> Exercise:
Across these entries, work out how many lines carry the string "Efectivo", and give only that number.
=== Begin Enclosure ===
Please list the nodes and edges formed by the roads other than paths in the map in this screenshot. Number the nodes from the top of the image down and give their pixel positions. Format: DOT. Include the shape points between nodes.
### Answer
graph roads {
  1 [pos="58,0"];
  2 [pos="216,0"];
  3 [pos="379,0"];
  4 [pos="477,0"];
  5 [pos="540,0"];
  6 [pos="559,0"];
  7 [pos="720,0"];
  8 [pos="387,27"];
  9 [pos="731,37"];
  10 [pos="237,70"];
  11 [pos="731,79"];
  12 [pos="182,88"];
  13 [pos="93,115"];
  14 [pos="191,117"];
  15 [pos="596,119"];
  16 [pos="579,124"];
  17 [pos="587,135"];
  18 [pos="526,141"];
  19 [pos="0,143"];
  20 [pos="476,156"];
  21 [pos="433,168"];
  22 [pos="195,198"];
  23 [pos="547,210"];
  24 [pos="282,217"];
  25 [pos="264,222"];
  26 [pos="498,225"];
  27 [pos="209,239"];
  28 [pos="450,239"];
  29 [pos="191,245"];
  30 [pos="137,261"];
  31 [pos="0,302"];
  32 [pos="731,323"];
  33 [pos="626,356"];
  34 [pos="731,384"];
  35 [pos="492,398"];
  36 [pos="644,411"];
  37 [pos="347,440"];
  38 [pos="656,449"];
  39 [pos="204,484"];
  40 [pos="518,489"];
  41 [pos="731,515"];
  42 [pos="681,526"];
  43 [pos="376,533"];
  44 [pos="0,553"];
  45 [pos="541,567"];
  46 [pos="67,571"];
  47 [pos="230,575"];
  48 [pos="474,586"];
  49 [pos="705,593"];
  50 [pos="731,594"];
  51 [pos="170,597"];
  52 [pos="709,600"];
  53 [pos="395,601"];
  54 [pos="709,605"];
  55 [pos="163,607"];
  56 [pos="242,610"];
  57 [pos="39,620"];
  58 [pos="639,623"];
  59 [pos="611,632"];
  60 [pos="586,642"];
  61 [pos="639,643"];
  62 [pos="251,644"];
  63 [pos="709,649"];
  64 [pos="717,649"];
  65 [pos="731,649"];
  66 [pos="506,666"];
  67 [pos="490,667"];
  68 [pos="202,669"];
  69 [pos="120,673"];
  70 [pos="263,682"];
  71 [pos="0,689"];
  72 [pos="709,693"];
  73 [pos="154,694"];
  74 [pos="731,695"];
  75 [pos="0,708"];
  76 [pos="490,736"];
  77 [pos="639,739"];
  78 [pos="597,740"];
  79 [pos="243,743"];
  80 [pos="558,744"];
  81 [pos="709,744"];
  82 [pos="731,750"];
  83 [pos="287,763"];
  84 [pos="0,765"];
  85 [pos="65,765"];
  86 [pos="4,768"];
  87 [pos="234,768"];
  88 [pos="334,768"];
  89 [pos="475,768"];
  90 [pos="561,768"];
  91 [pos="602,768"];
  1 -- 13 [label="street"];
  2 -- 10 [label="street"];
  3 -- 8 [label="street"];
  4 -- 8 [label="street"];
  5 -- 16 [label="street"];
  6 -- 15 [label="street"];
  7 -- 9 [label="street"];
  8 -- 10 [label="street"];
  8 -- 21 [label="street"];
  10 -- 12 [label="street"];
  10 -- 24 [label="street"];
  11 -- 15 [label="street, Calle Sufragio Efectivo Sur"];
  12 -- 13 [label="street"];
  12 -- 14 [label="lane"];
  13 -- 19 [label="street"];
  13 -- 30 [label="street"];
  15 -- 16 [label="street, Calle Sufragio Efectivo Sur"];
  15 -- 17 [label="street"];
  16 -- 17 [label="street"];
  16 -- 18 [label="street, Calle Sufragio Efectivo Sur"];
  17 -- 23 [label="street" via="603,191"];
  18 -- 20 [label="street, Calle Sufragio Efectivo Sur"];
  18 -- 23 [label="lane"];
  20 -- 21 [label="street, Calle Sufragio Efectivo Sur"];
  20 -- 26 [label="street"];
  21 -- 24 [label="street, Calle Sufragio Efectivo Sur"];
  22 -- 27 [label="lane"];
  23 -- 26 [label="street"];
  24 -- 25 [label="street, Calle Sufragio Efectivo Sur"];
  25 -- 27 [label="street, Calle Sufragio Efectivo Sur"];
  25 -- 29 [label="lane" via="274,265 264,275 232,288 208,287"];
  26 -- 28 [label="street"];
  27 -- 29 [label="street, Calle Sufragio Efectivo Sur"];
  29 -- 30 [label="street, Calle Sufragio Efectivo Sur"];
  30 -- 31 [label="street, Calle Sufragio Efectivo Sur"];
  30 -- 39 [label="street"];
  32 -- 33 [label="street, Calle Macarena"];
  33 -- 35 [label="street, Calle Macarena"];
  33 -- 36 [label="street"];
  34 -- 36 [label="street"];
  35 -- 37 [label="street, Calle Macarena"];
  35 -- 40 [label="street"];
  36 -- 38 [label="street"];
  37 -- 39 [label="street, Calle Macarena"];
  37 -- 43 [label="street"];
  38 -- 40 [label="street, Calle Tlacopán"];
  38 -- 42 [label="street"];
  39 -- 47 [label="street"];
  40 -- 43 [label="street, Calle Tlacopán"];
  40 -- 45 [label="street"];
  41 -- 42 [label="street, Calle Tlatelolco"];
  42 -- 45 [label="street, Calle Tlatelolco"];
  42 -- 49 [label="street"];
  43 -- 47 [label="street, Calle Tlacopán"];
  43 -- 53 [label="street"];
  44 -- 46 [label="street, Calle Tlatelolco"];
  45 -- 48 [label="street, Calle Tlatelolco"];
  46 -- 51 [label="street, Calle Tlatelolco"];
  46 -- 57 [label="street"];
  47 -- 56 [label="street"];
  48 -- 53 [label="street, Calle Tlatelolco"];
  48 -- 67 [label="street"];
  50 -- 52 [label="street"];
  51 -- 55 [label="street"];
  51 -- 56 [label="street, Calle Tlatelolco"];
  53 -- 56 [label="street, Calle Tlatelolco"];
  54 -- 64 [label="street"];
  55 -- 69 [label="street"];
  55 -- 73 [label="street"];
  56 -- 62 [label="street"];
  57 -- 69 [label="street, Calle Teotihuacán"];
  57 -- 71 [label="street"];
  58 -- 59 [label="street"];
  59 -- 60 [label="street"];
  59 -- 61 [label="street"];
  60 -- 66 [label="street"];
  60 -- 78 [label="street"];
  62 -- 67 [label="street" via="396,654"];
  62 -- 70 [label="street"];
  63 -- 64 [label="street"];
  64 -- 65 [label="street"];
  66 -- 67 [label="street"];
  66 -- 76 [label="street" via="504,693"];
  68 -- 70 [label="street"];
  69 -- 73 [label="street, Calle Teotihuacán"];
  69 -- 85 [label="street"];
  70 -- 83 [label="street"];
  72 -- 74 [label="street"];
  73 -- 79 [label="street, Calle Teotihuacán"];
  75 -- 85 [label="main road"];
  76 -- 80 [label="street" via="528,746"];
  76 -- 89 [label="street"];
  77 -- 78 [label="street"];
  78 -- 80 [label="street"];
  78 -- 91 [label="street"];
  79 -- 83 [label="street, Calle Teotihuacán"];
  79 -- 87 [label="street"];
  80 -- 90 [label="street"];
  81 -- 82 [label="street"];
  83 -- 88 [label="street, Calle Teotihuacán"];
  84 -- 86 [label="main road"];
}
=== End Enclosure ===
> Your solution:
11